В пополаме, который Пашута отвалил дрогнувшими руками, завесилось почти два кило.
— Упакуй получше, — попросил парень. — У меня сумки нету.
Испытывая к чудесному юноше симпатию, Пашута щедро навернул на сало бумаги и замотал вдобавок бечёвкой. Тючок получился аккуратный. Парень небрежно отслоил из толстого портмоне двенадцать рублей, сунул сало под мышку.
— Погоди, сорок копеек тебе сдачи, счас найду…
Парень улыбнулся, махнул рукой. Тут же из-за его спины вывернулась старуха, по уши замотанная шерстяным платком.
— А это почём? — ткнула пальцем в Мишино сало.
— Восемь.
— А это?
— Шесть.
— Дай-ка лизнуть.
Пашута подал ей дольку на ножичке. Старуха зажмурила глаза, причмокнула, пожевала губами. Бодро приказала:
— Режь триста грамм, сынок.
Свершилось обыкновенное рыночное чудо. Уже около Пашутиного сала очередь вытянулась. Он еле поспевал угождать. Александра над ухом заунывно рявкнула:
— Бери сало! Сало бери! Лучшего не бывает. Не пожалеешь. Эй, хозяин!
Вернулся Миша, засиявшими глазками мигом оценил ситуацию, шепнул, обжёг перегаром:
— Вздымай цену, дурень! Вздымай, тебе говорят,
Пошёл у него на поводу Пашута себе на горе. Мужчине в овчинном полушубке сказал:
— Точка. По семи рублей продаю.
— Что так? — удивился покупатель. — Тем по шесть, а мне семь? Это почему?
— Не хошь брать, иди гуляй! — ответил сосед за Пашуту.
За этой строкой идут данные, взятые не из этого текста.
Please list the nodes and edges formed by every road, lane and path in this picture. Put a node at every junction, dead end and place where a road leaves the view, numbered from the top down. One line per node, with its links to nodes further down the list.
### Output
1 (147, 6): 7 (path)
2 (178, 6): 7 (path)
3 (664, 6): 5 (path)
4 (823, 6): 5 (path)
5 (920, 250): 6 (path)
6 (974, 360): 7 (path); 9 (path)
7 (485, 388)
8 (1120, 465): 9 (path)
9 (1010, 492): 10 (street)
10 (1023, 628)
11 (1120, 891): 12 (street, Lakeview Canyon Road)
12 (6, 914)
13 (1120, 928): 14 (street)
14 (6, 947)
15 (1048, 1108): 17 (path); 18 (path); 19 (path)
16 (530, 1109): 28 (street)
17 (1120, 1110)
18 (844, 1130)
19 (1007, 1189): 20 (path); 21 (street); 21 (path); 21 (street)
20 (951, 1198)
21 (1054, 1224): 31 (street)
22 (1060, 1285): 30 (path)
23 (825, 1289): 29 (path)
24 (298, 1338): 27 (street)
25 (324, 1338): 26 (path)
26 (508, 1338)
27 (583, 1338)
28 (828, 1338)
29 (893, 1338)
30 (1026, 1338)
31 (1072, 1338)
Покупатель, поминая чёрта, отчалил. И очередь мгновенно рассосалась, стёрлась, как сновидение.
— Вешалки тебе продавать, а не сало, земляк, — разочарованно укорил Миша. Соседка злорадно добавила:
— Ишь, разогнался. По семь! Благодари бога, по шесть-то брали, дураки.
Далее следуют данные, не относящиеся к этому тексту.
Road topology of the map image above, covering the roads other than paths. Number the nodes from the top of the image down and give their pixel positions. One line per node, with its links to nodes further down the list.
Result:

Всё вернулось на круги своя. Соседи не так чтобы шустро, но без особых проволочек сбывали товар, а Пашута стоял меж ними над своим жёлтым салом окаменевшим памятником. Но всё же сотенка, пожалуй, шуршала в кармане. Если бы не деньги, он мог подумать, что удача ему привиделась. Что ж, можно пока позавтракать, заслужил. Уходя, бережно закутал сало чистой тряпицей.